Task objective
Repeat all of the records word for word, but skip any picture.
═════ Records for this task
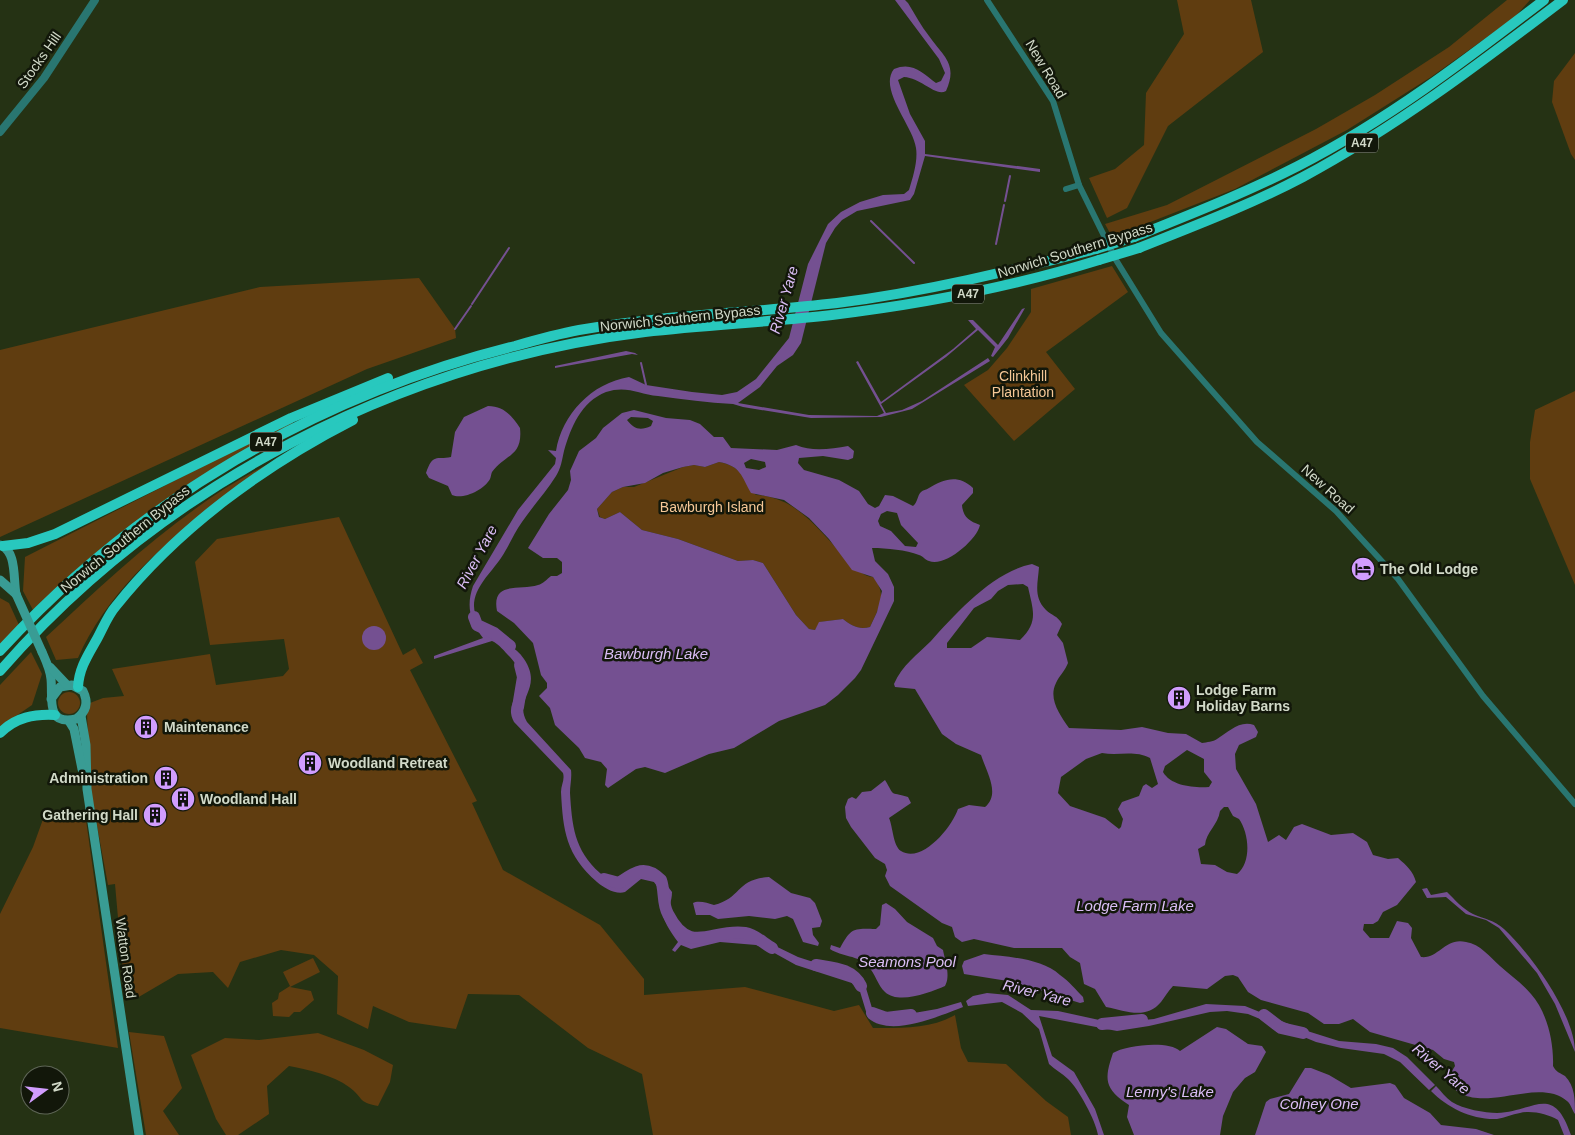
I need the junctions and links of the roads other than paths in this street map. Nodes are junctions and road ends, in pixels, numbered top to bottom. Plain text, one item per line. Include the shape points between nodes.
1 (95, 0) edge
2 (987, 0) edge
3 (1544, 0) edge
4 (1563, 0) edge
5 (0, 132) edge
6 (1079, 185) junction
7 (1066, 189) dead end
8 (578, 330) junction
9 (512, 357) junction
10 (1, 545) edge
11 (12, 565) junction
12 (0, 576) edge
13 (0, 580) edge
14 (16, 594) junction
15 (0, 651) edge
16 (48, 664) junction
17 (0, 671) edge
18 (78, 682) junction
19 (67, 685) junction
20 (51, 699) junction
21 (56, 715) junction
22 (81, 716) junction
23 (69, 721) junction
24 (0, 733) edge
25 (86, 784) junction
26 (1575, 804) edge
27 (139, 1135) edge

1 - 5 street, Stocks Hill via 44,78
2 - 6 street, New Road via 1053,101
3 - 8 highway, Norwich Southern Bypass / A47, bridge via 1367,126 1299,165 1134,237 972,280 838,302
4 - 9 highway, Norwich Southern Bypass / A47, bridge via 1435,97 1357,146 1253,201 1139,248 960,296 834,315 644,332
6 - 7 street
6 - 26 street, New Road via 1116,260 1161,332 1257,442 1336,511 1398,580 1483,696
8 - 10 highway, A47 via 470,352 374,383 291,418 55,534 28,543
8 - 15 highway, Norwich Southern Bypass / A47 via 456,360 399,380 344,402 253,449 168,503 86,568
9 - 17 highway, Norwich Southern Bypass / A47 via 434,381 357,411 231,477 175,513 92,579
9 - 18 highway, A47 via 405,396 352,421 248,484 190,529 114,607 81,665
10 - 11 main road via 12,557
11 - 12 main road
11 - 14 main road
13 - 14 main road
14 - 16 main road, bridge
16 - 19 main road
16 - 20 main road
18 - 19 main road
18 - 22 main road, Watton Road via 87,705
19 - 20 main road via 60,687
20 - 21 main road
21 - 23 main road
21 - 24 highway via 22,718
22 - 23 main road
22 - 25 main road, Watton Road via 86,746
23 - 25 main road, Watton Road via 74,729
25 - 27 main road, Watton Road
══════════
Response below
I need the junctions and links of the roads other than paths in this street map. Nodes are junctions and road ends, in pixels, numbered top to bottom. Plain text, one item per line. Include the shape points between nodes.
1 (95, 0) edge
2 (987, 0) edge
3 (1544, 0) edge
4 (1563, 0) edge
5 (0, 132) edge
6 (1079, 185) junction
7 (1066, 189) dead end
8 (578, 330) junction
9 (512, 357) junction
10 (1, 545) edge
11 (12, 565) junction
12 (0, 576) edge
13 (0, 580) edge
14 (16, 594) junction
15 (0, 651) edge
16 (48, 664) junction
17 (0, 671) edge
18 (78, 682) junction
19 (67, 685) junction
20 (51, 699) junction
21 (56, 715) junction
22 (81, 716) junction
23 (69, 721) junction
24 (0, 733) edge
25 (86, 784) junction
26 (1575, 804) edge
27 (139, 1135) edge

1 - 5 street, Stocks Hill via 44,78
2 - 6 street, New Road via 1053,101
3 - 8 highway, Norwich Southern Bypass / A47, bridge via 1367,126 1299,165 1134,237 972,280 838,302
4 - 9 highway, Norwich Southern Bypass / A47, bridge via 1435,97 1357,146 1253,201 1139,248 960,296 834,315 644,332
6 - 7 street
6 - 26 street, New Road via 1116,260 1161,332 1257,442 1336,511 1398,580 1483,696
8 - 10 highway, A47 via 470,352 374,383 291,418 55,534 28,543
8 - 15 highway, Norwich Southern Bypass / A47 via 456,360 399,380 344,402 253,449 168,503 86,568
9 - 17 highway, Norwich Southern Bypass / A47 via 434,381 357,411 231,477 175,513 92,579
9 - 18 highway, A47 via 405,396 352,421 248,484 190,529 114,607 81,665
10 - 11 main road via 12,557
11 - 12 main road
11 - 14 main road
13 - 14 main road
14 - 16 main road, bridge
16 - 19 main road
16 - 20 main road
18 - 19 main road
18 - 22 main road, Watton Road via 87,705
19 - 20 main road via 60,687
20 - 21 main road
21 - 23 main road
21 - 24 highway via 22,718
22 - 23 main road
22 - 25 main road, Watton Road via 86,746
23 - 25 main road, Watton Road via 74,729
25 - 27 main road, Watton Road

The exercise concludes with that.